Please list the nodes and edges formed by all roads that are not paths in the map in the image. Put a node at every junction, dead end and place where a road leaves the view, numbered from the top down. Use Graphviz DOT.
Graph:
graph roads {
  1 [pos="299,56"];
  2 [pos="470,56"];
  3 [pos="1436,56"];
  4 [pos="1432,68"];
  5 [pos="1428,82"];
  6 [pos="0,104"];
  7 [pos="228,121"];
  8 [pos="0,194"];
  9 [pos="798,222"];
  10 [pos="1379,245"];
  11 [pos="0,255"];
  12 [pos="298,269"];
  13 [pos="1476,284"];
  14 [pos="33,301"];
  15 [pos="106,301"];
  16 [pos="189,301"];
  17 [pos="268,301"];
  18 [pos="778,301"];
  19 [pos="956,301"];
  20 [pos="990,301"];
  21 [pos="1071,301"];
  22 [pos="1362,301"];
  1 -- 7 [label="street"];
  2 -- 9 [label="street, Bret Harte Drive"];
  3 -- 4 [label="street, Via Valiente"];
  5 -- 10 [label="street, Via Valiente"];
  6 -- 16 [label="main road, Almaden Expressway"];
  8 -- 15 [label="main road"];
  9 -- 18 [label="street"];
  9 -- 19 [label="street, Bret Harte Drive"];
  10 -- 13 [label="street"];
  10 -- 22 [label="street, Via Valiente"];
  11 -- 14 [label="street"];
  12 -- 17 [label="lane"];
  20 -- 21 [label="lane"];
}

**How to complete this task**
Each entry above should be retyped exactly, with nothing missed.

**Output of the exercise**
Please list the nodes and edges formed by all roads that are not paths in the map in the image. Put a node at every junction, dead end and place where a road leaves the view, numbered from the top down. Use Graphviz DOT.
Graph:
graph roads {
  1 [pos="299,56"];
  2 [pos="470,56"];
  3 [pos="1436,56"];
  4 [pos="1432,68"];
  5 [pos="1428,82"];
  6 [pos="0,104"];
  7 [pos="228,121"];
  8 [pos="0,194"];
  9 [pos="798,222"];
  10 [pos="1379,245"];
  11 [pos="0,255"];
  12 [pos="298,269"];
  13 [pos="1476,284"];
  14 [pos="33,301"];
  15 [pos="106,301"];
  16 [pos="189,301"];
  17 [pos="268,301"];
  18 [pos="778,301"];
  19 [pos="956,301"];
  20 [pos="990,301"];
  21 [pos="1071,301"];
  22 [pos="1362,301"];
  1 -- 7 [label="street"];
  2 -- 9 [label="street, Bret Harte Drive"];
  3 -- 4 [label="street, Via Valiente"];
  5 -- 10 [label="street, Via Valiente"];
  6 -- 16 [label="main road, Almaden Expressway"];
  8 -- 15 [label="main road"];
  9 -- 18 [label="street"];
  9 -- 19 [label="street, Bret Harte Drive"];
  10 -- 13 [label="street"];
  10 -- 22 [label="street, Via Valiente"];
  11 -- 14 [label="street"];
  12 -- 17 [label="lane"];
  20 -- 21 [label="lane"];
}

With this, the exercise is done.